__Task brief__
Copy out each line of the entries where the word "dead" is present.

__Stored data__
^^^^^^^^^^^^^^^^

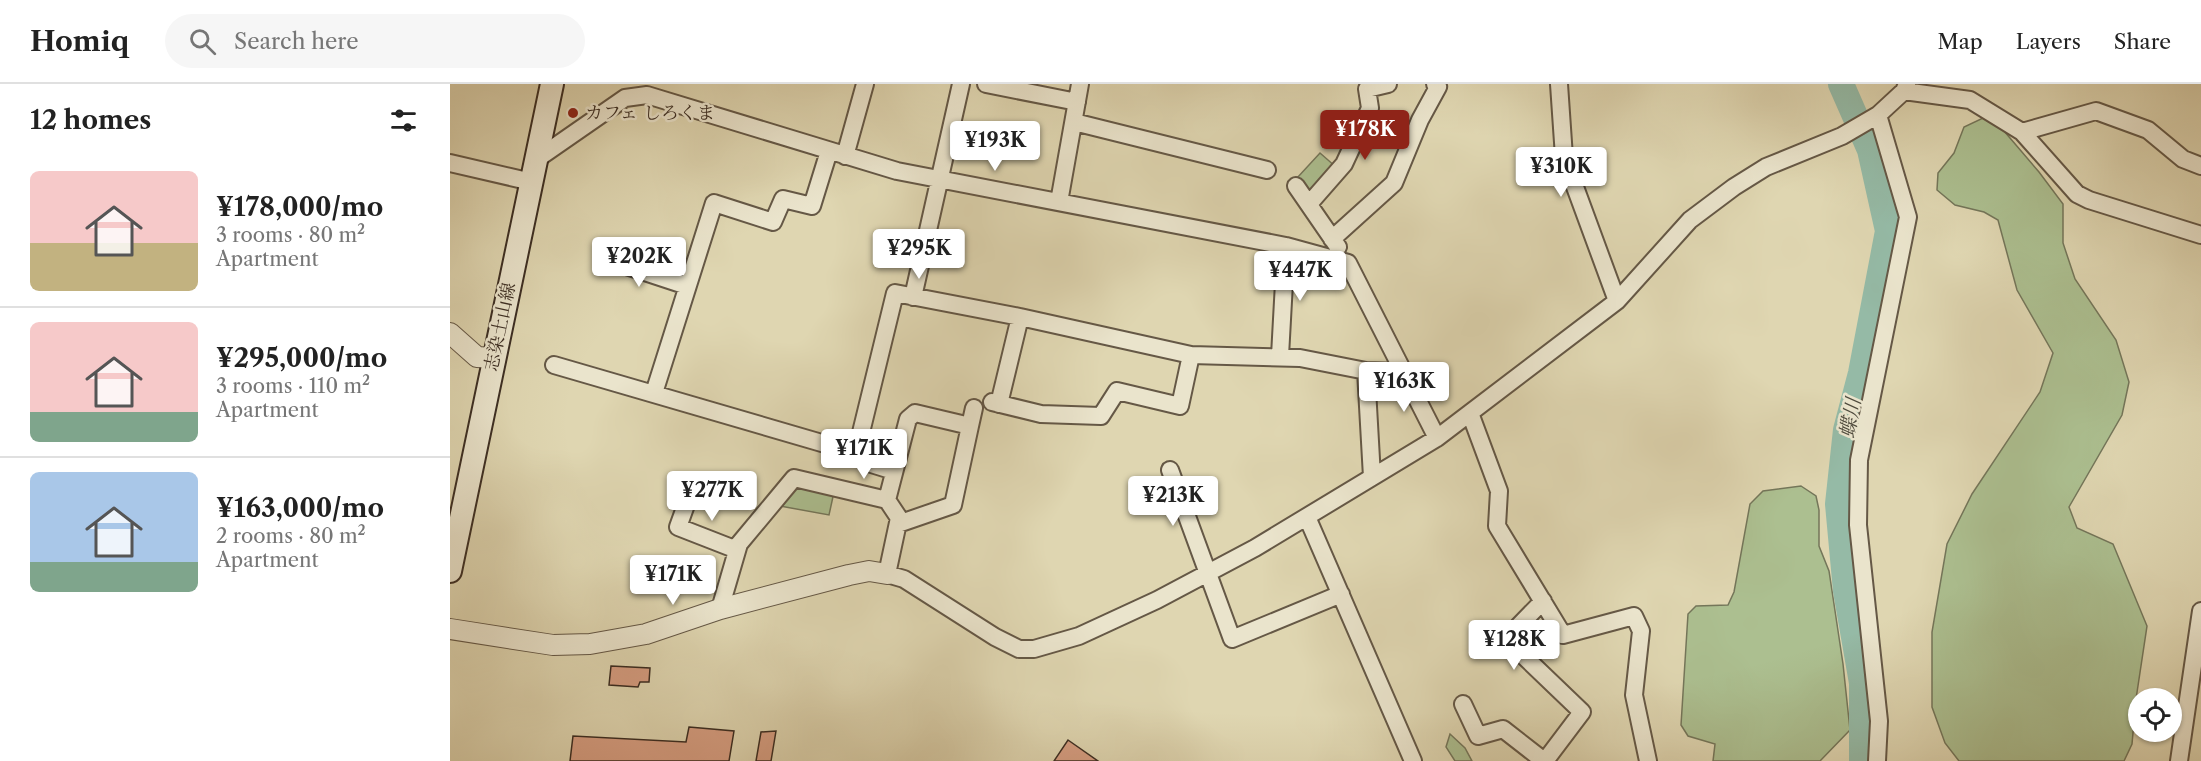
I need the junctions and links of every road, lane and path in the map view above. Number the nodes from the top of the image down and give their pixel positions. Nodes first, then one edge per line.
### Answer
1 (552, 84) edge
2 (865, 84) edge
3 (961, 84) edge
4 (986, 84) edge
5 (1080, 84) edge
6 (1388, 84) edge
7 (1435, 84) edge
8 (1559, 84) edge
9 (1906, 87) edge
10 (1077, 102) junction
11 (1878, 115) junction
12 (1074, 122) junction
13 (2022, 132) junction
14 (829, 151) junction
15 (845, 156) junction
16 (537, 159) junction
17 (450, 163) edge
18 (2201, 166) edge
19 (1267, 170) dead end
20 (939, 179) junction
21 (532, 182) junction
22 (1296, 186) dead end
23 (1059, 201) junction
24 (1309, 204) junction
25 (2201, 235) edge
26 (1332, 238) junction
27 (1286, 246) junction
28 (602, 258) dead end
29 (1348, 263) junction
30 (687, 286) junction
31 (914, 297) junction
32 (1617, 301) junction
33 (1020, 317) junction
34 (450, 333) edge
35 (1191, 355) junction
36 (1280, 356) junction
37 (494, 358) junction
38 (554, 365) dead end
39 (1366, 371) junction
40 (1402, 372) junction
41 (654, 393) junction
42 (974, 408) dead end
43 (1470, 413) junction
44 (970, 426) junction
45 (1437, 438) junction
46 (856, 453) junction
47 (1170, 470) dead end
48 (894, 471) junction
49 (1372, 477) junction
50 (691, 491) dead end
51 (887, 500) junction
52 (1307, 517) junction
53 (898, 524) junction
54 (737, 550) junction
55 (450, 571) edge
56 (1209, 573) junction
57 (886, 574) junction
58 (1341, 594) junction
59 (1543, 601) junction
60 (720, 609) junction
61 (2201, 611) edge
62 (450, 629) edge
63 (1462, 704) dead end
64 (1413, 761) edge
65 (1545, 761) edge
66 (1648, 761) edge
67 (1877, 761) edge
68 (2179, 761) edge

1 - 16 main road, 志染土山線
2 - 15 street
3 - 20 street
4 - 10 street
5 - 10 street
6 - 24 street
7 - 26 street
8 - 32 street
9 - 11 street
9 - 13 street
10 - 12 street
11 - 32 street
11 - 67 street
12 - 19 street
12 - 23 street
13 - 18 street
13 - 25 street
14 - 15 street
14 - 16 street
14 - 30 street
15 - 20 street
16 - 21 main road, 志染土山線
17 - 21 street
20 - 23 street
20 - 31 street
21 - 37 main road, 志染土山線
22 - 24 street
23 - 27 street
24 - 26 street
26 - 29 street
27 - 29 street
27 - 36 street
28 - 30 street
29 - 40 street
30 - 41 street
31 - 33 street
31 - 46 street
32 - 43 street
33 - 35 street
33 - 35 street
34 - 37 street
35 - 36 street
36 - 39 street
37 - 55 main road, 志染土山線
38 - 41 street
39 - 40 street
39 - 49 street
40 - 45 street
41 - 46 street
42 - 44 street
43 - 45 street
43 - 59 street
44 - 48 street
44 - 53 street
45 - 49 street
46 - 48 street
47 - 56 street
48 - 51 street
49 - 52 street
50 - 54 street
51 - 53 street
51 - 54 street
52 - 56 street
52 - 58 street
53 - 57 street
54 - 60 street
56 - 57 street
56 - 58 street
57 - 60 street
58 - 64 street
59 - 65 street
59 - 66 street
60 - 62 street
61 - 68 street
63 - 65 street

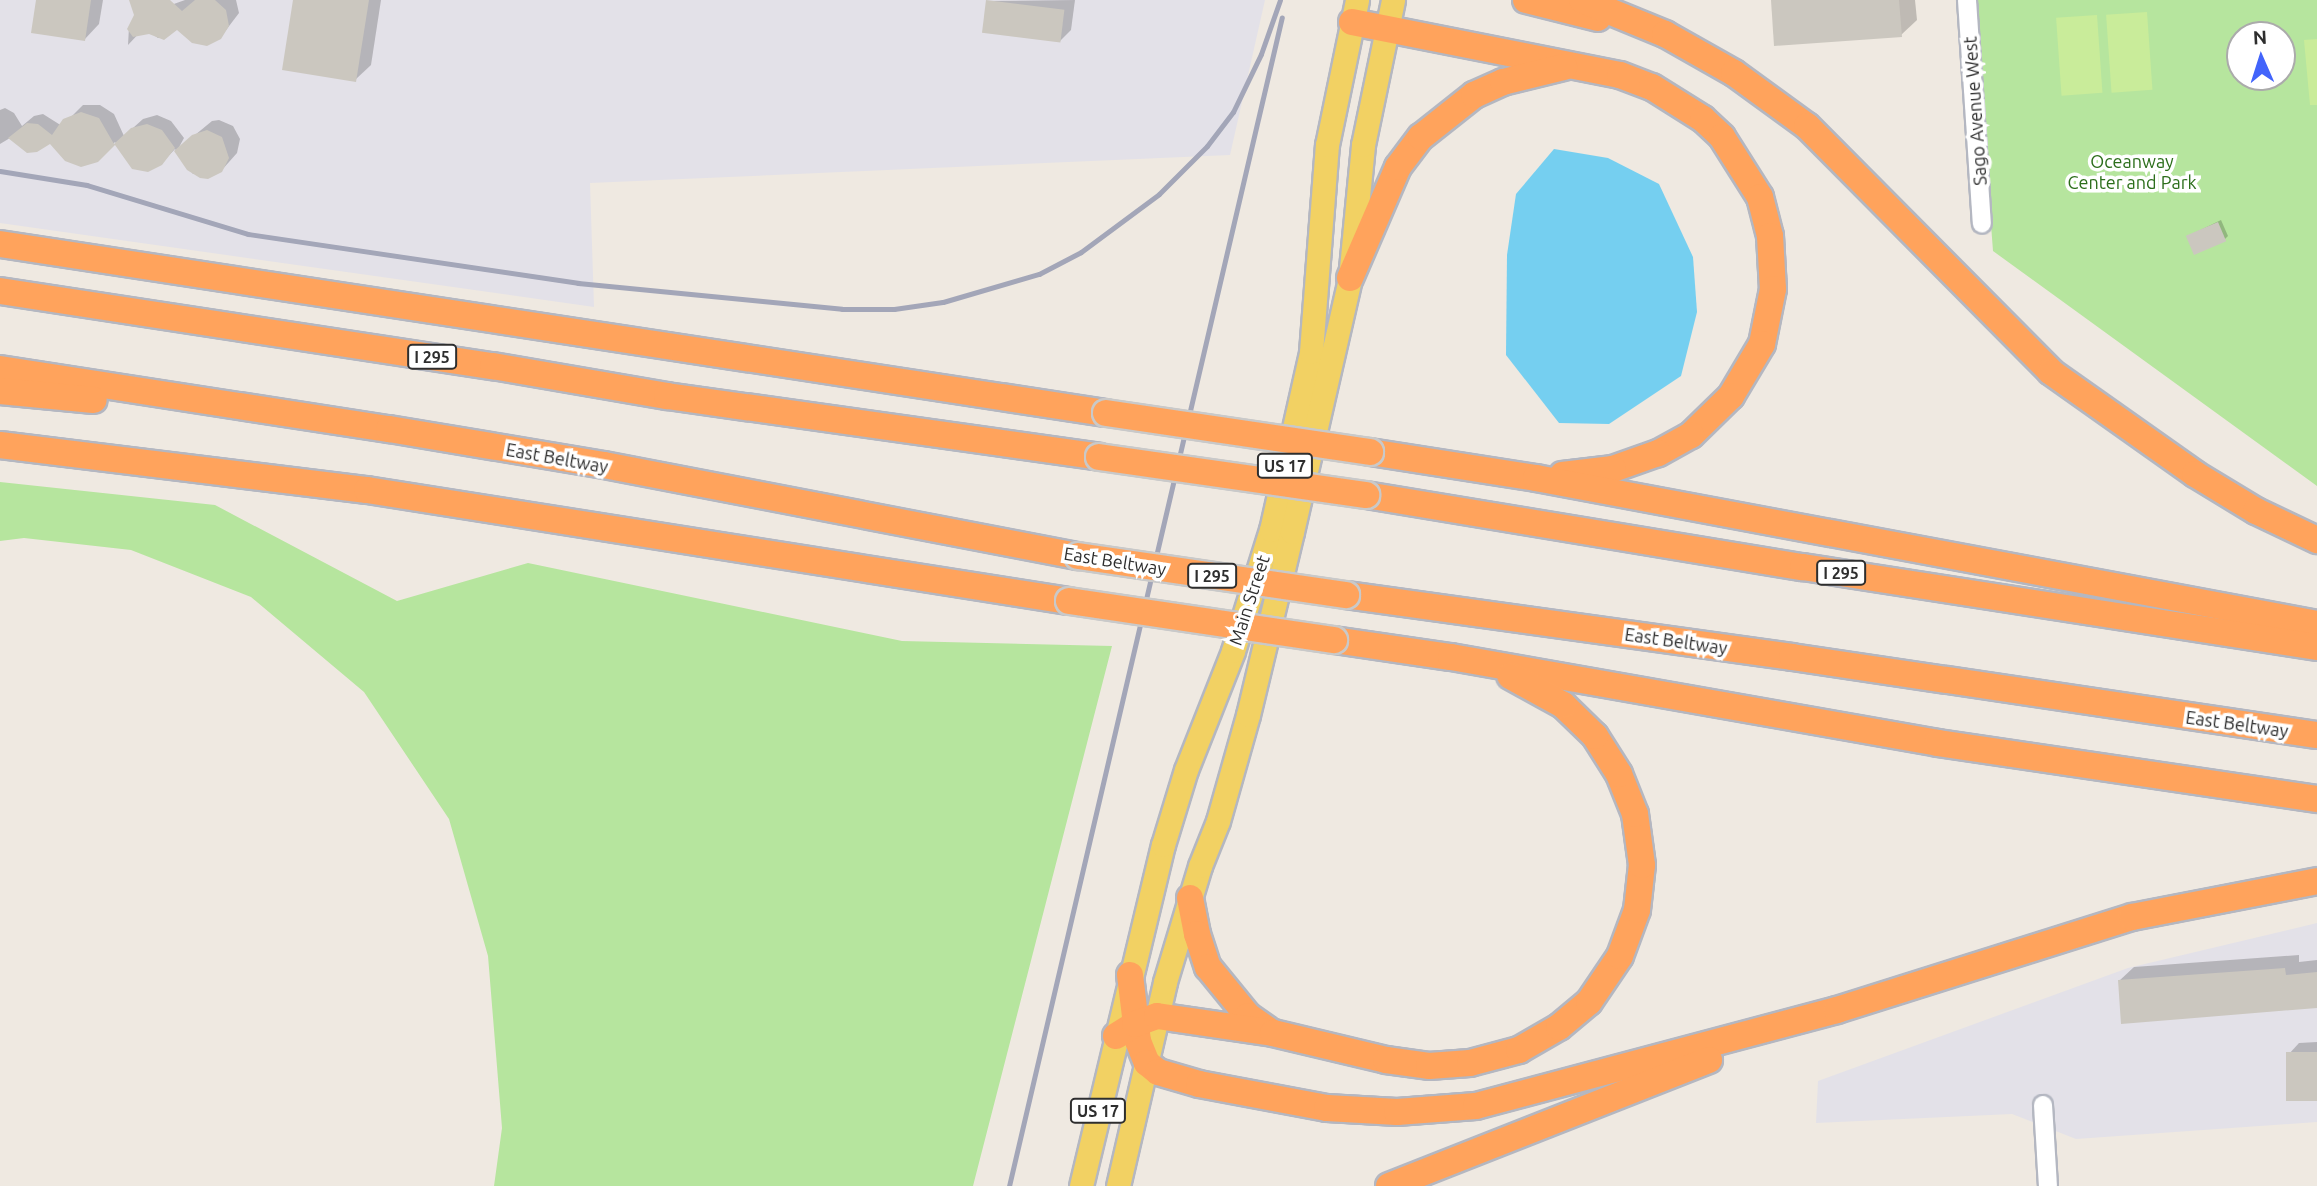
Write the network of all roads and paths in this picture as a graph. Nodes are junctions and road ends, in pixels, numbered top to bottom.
1 (1393, 0) edge
2 (1526, 0) edge
3 (1582, 0) edge
4 (1967, 0) edge
5 (1355, 11) edge
6 (1387, 28) junction
7 (1665, 34) junction
8 (1572, 66) junction
9 (1982, 223) dead end
10 (0, 244) edge
11 (1350, 278) junction
12 (0, 291) edge
13 (0, 369) edge
14 (0, 391) edge
15 (389, 429) junction
16 (0, 445) edge
17 (1536, 478) junction
18 (2317, 540) edge
19 (2317, 624) edge
20 (2317, 646) edge
21 (1479, 662) junction
22 (2317, 735) edge
23 (2317, 799) edge
24 (2317, 881) edge
25 (1190, 898) junction
26 (1130, 975) joint
27 (1837, 1010) junction
28 (1136, 1026) junction
29 (1273, 1033) junction
30 (1147, 1063) junction
31 (2043, 1105) dead end
32 (1081, 1186) edge
33 (1118, 1186) edge
34 (1389, 1186) edge
35 (2048, 1186) edge

1 - 6 main road, Main Street / US 17
2 - 7 highway
3 - 7 highway
4 - 9 street, Sago Avenue West
5 - 6 highway
5 - 26 main road, Main Street / US 17
6 - 8 highway
6 - 11 main road, Main Street / US 17
7 - 18 highway
8 - 11 highway
8 - 17 highway
10 - 17 highway, bridge
11 - 25 main road, Main Street / US 17
12 - 20 highway, I 295, bridge
13 - 15 highway, East Beltway / I 295
14 - 15 highway
15 - 22 highway, East Beltway / I 295, bridge
16 - 21 highway, bridge
17 - 19 highway
21 - 23 highway
21 - 29 highway
24 - 27 highway
25 - 28 main road, Main Street / US 17
25 - 29 highway
26 - 28 highway
27 - 30 highway
27 - 34 highway
28 - 29 highway
28 - 30 highway
28 - 32 main road, Main Street / US 17
30 - 33 main road, US 17
31 - 35 street

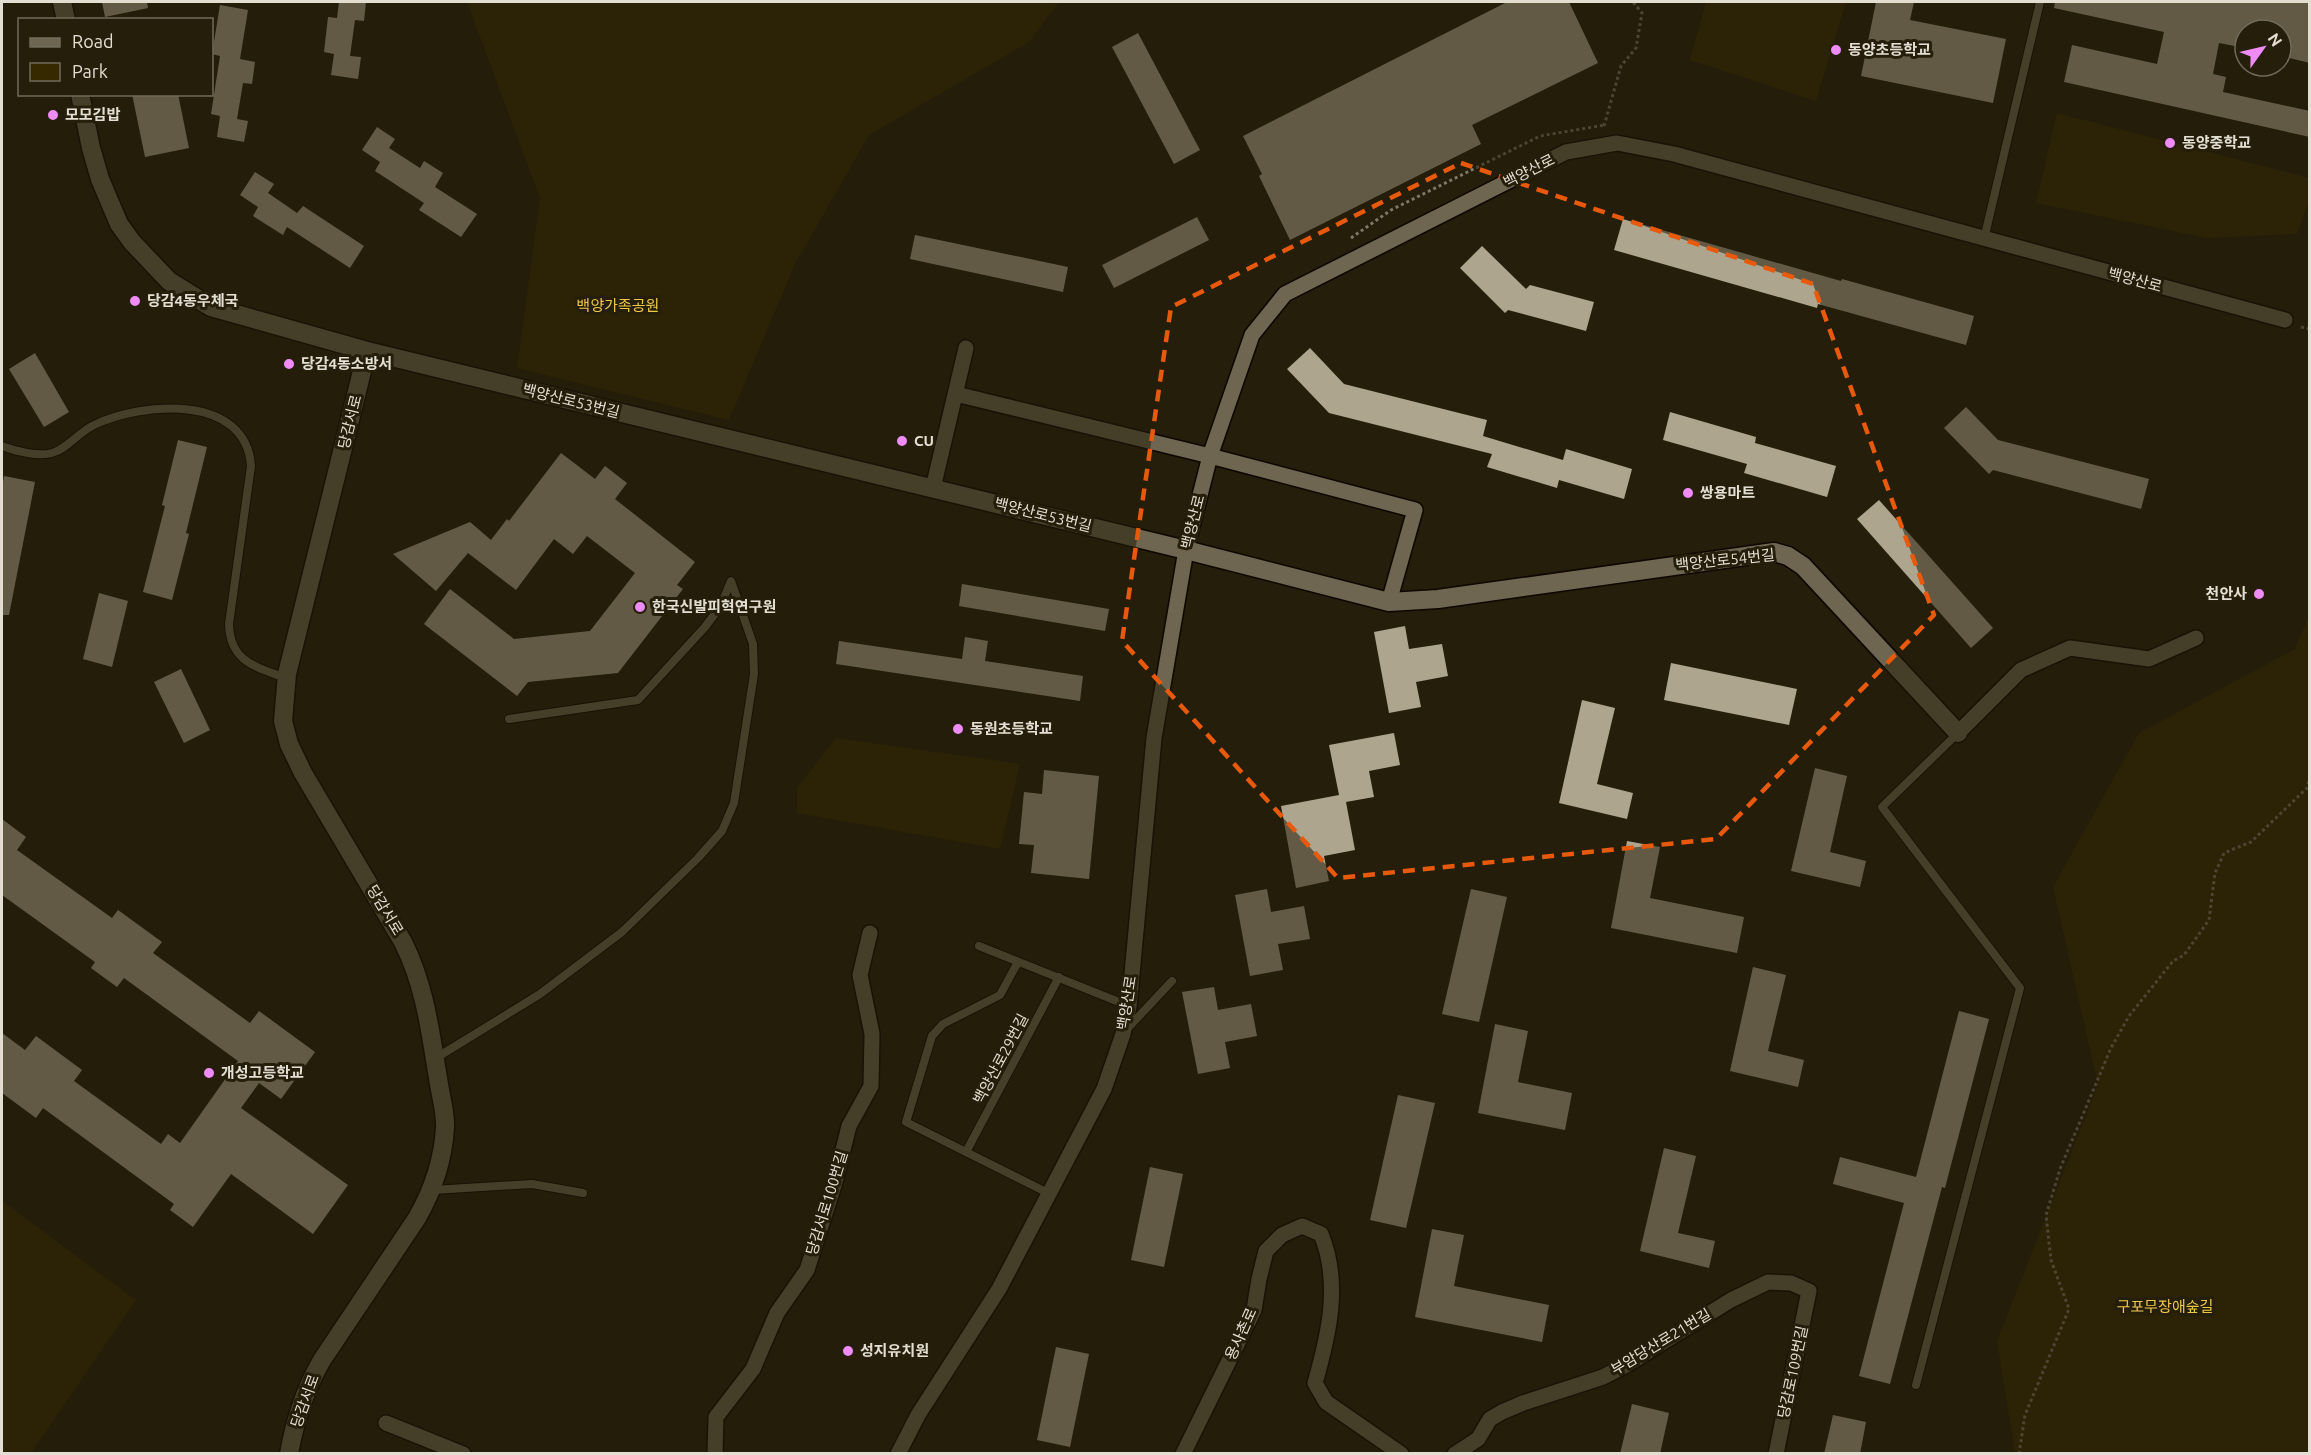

^^^^^^^^^^^^^^^^

__Written response__
19 (1267, 170) dead end
22 (1296, 186) dead end
28 (602, 258) dead end
38 (554, 365) dead end
42 (974, 408) dead end
47 (1170, 470) dead end
50 (691, 491) dead end
63 (1462, 704) dead end
9 (1982, 223) dead end
31 (2043, 1105) dead end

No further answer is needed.